When I was 14 and growing up in Germany, my South African mother said to me ‘Judith, you know that the way people live in Germany is not how most people in the world live… it is the exception. It is not what life is really like for most people in this world.’ I was horrified. Even if it wasn’t how most people lived, surely it was how life was MEANT to be like?
How naïve I was. How blind I was. To the chaos, the suffering, the pain in the world… and how far that was from our comfortable, safe reality in Germany at that point. But I was also blind to the beauty, the laughter, the little joys, and strength of so many in surviving adversity. Blind to difference, to diversity, to celebrating many forms of living, working, loving and relating in different parts of the world, in different ‘groups’ and ‘cultures’. In some way, this was the first time I got in touch with my own biases. And it’s been a journey ever since.
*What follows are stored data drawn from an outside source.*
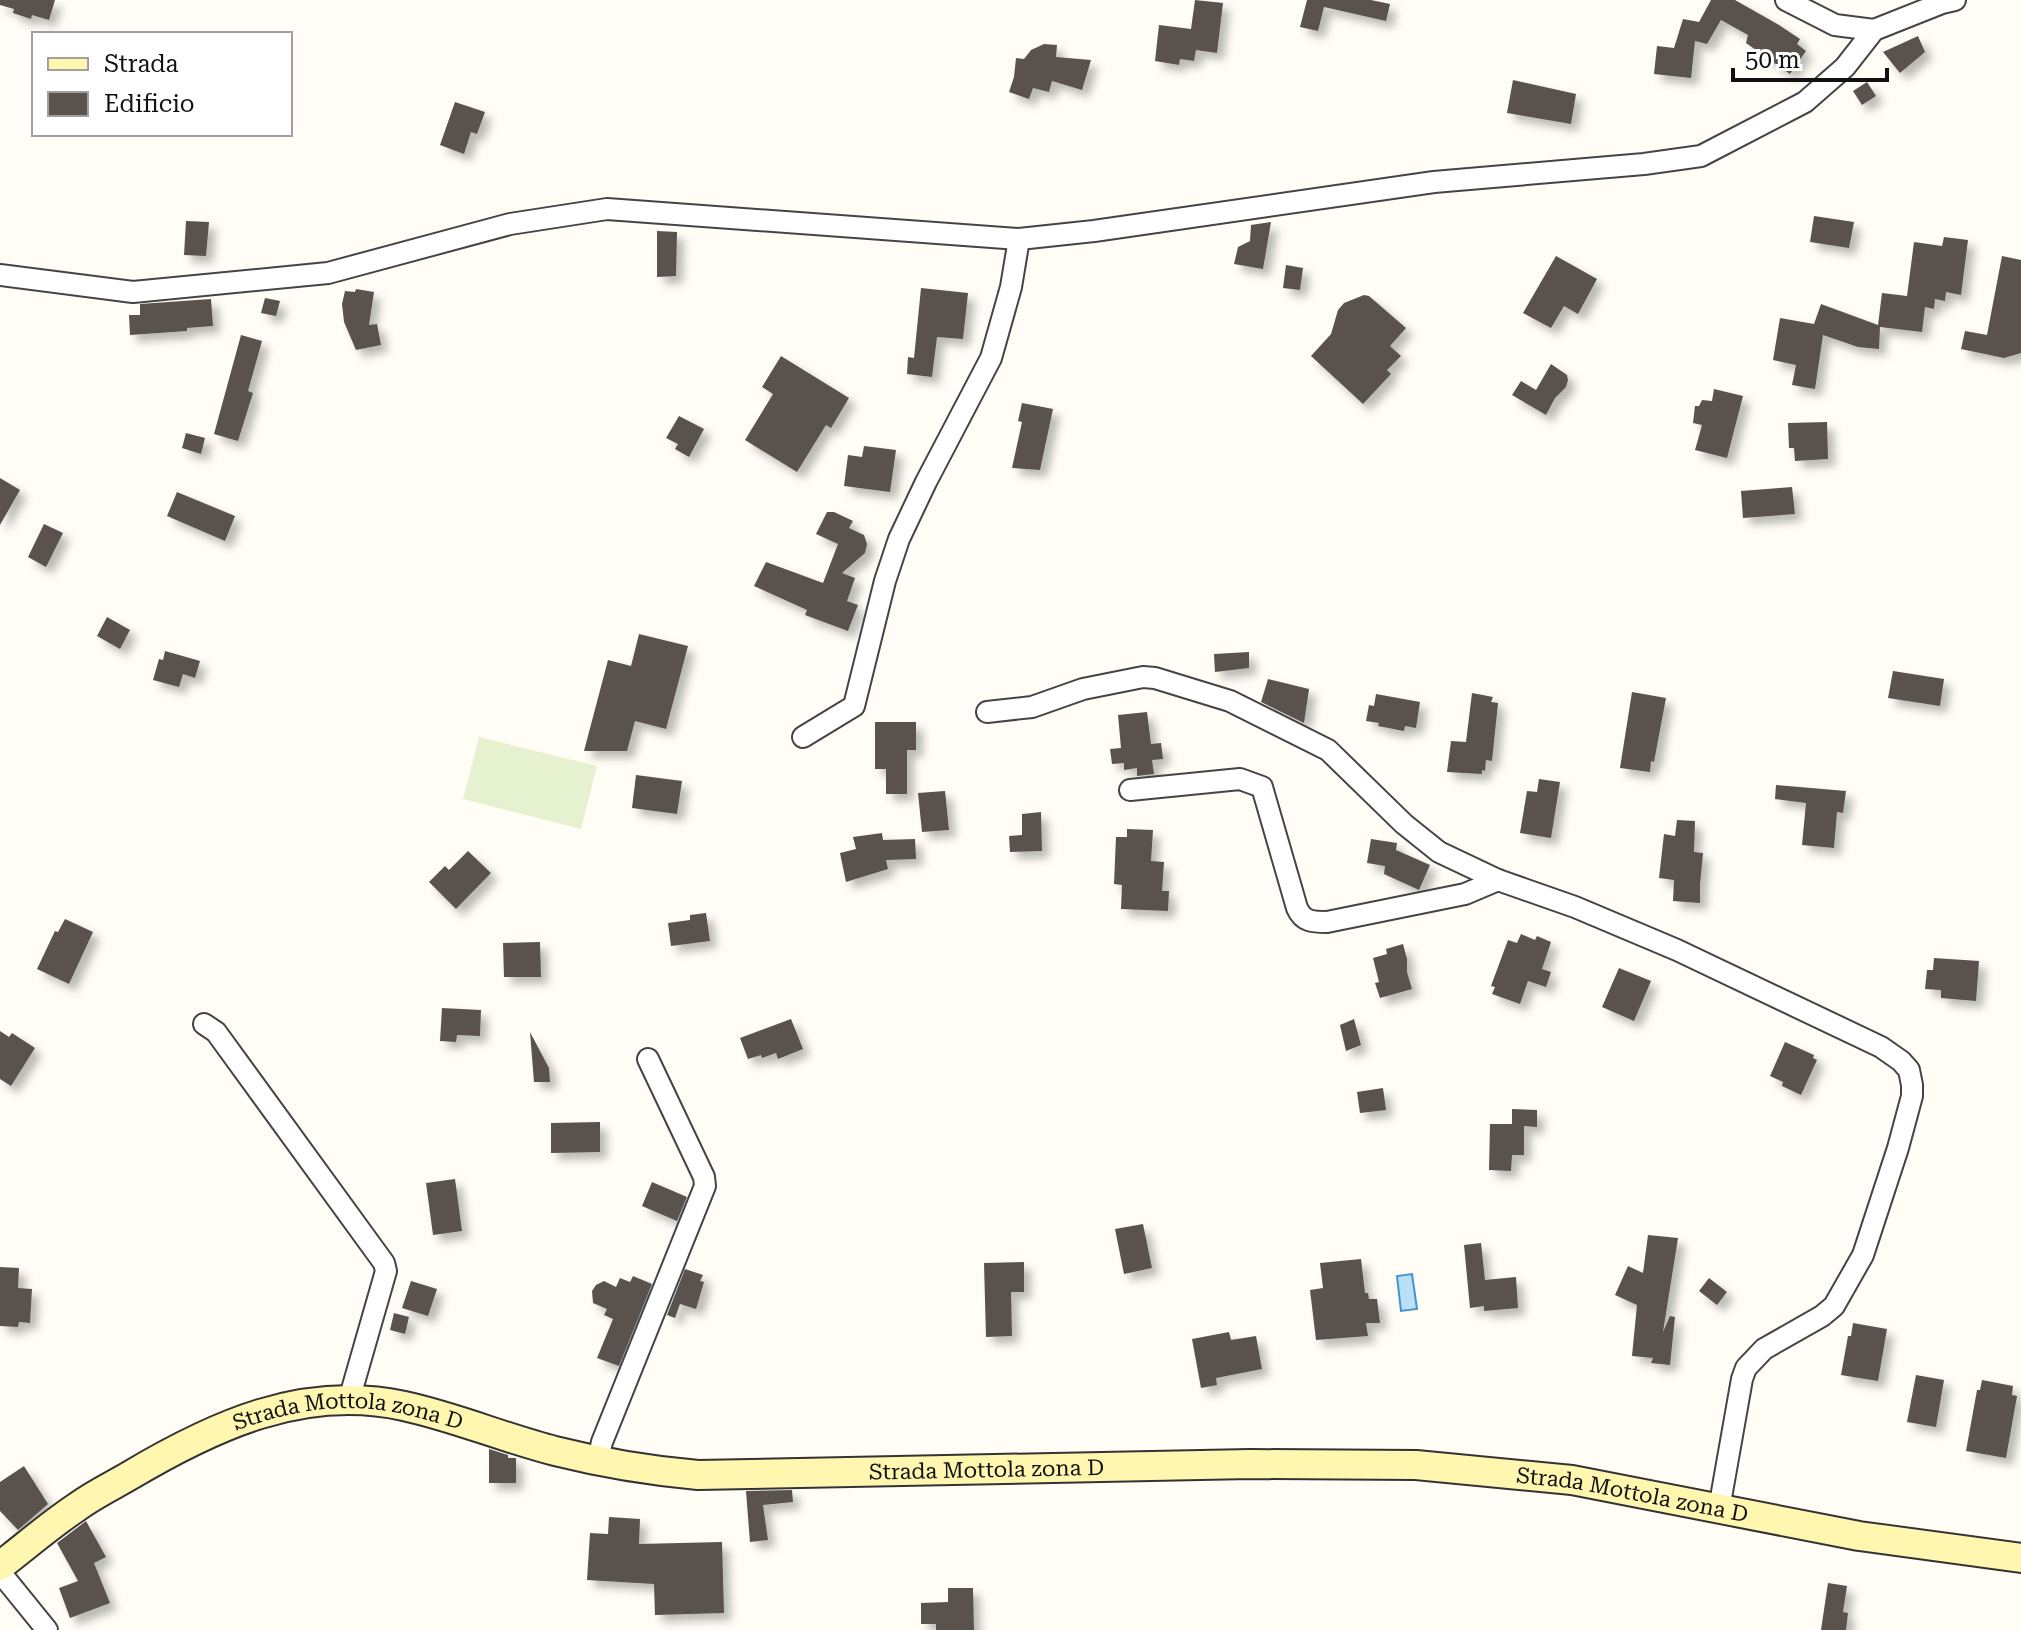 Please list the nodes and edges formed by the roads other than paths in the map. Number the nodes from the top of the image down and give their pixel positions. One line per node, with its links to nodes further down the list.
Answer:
1 (1786, 0): 3 (street)
2 (1955, 0): 3 (street)
3 (1874, 30): 4 (street)
4 (1019, 239): 5 (street); 7 (street)
5 (0, 275)
6 (987, 712): 9 (street)
7 (803, 737)
8 (1130, 790): 9 (street)
9 (1498, 880): 14 (street)
10 (204, 1024): 12 (street)
11 (648, 1059): 13 (street)
12 (349, 1400): 13 (main road, Strada Mottola zona D); 16 (main road, Strada Mottola zona D)
13 (598, 1459): 14 (main road, Strada Mottola zona D)
14 (1719, 1509): 15 (main road, Strada Mottola zona D)
15 (2021, 1558)
16 (0, 1569): 17 (street)
17 (47, 1630)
I love living in South Africa, nowhere in the world have I ever felt so alive, so ‘real’, so humbled, so privileged, so happy, and so filled with sadness, pain, but also joy and endless opportunity. It has literally opened my eyes, and opened my world.
I have days where I don’t want to look. I just want to do ‘my work’, ideally with an eager group of people in a lovely hotel, eating delicious food, and hopefully impacting their ‘successful’ organisation in positive ways. Sometimes I don’t want to face that often, in our work, we deal with relatively privileged, employed, educated leaders and specialists.
But the purpose of CONTRACT and the CONTRACT Foundation is to ‘inspire a humane economy’. And inspiring a humane economy is seeing more. Looking wider. Understanding more. It is contributing not to the already privileged, but playing our part in enabling people to participate in our economy in the first place, a living a life filled with dignity.
This is one of the reasons we have started to widen our work. We’ve always had NGOs as clients and supported them with facilitation, coaching, change management and leadership development. But there is more to be done by us!
The way I see our approach at the moment is that we are ‘attacking’ things (in a positive way) from an underprivileged and privileged side as a bridge…
In South Africa, we’re running our CONTRACT Academy for the fourth time, we’re contributing to the Amanina project, and will be running workshops for trainees at another incredible organisation doing good things. These are not ‘neat corporate workshops’ that we can run, then leave and hope they will have had an impact. No, it is facing a wider, raw, ugly reality of what the world around us is like. And it’s also seeing the tenacity, strength, beauty and resilience of the human spirit.
In Germany, we’re facilitating many live sessions with leaders virtually. And we’ve come full circle. We are facilitating workshops for our sister company troodi, and have started offering workshops on unconscious bias and on inclusive leadership for German leaders. I think our experience of living and working in South Africa is beneficial to them and widening everyone’s perspective. We’re learning so much about the challenges in Germany today (and not all is comfort, safety and roses either), and having great conversations about bias, about leadership today, about inclusion, about creating belonging in organisations.
Whilst this is only a fraction of ‘looking wider’, it is one step in the right direction. I can’t wait to see what other steps we as CONTRACT and the CONTRACT Foundation will be able to take in the future.
And what do I personally do to keep my eyes wide open, and to act with eyes wide open?
I try to notice when I retreat into my ‘comfort zone’, and speak about it openly and vulnerably. I work on courageously challenging people who are unaware of their biases or privilege. I use my German-South Africanness to make differences visible, and how easily we take things for granted. I talk to my kids about how lucky and privileged they are, and encourage experiences of ‘otherness’ for them so they do not take their life for granted. I seek friendships with people who are different, both for my kids and myself. I find this hard though, and it is mostly here where I notice my discomfort. Luckily I know now that the discomfort is a good thing; and that it’s a sign that I am going in the right direction.
It is a long journey to not take things for granted, but I believe it’s the right journey to take as an individual, as organisations, as a society… and I am forever grateful my mom did challenge me on this over 30 years ago!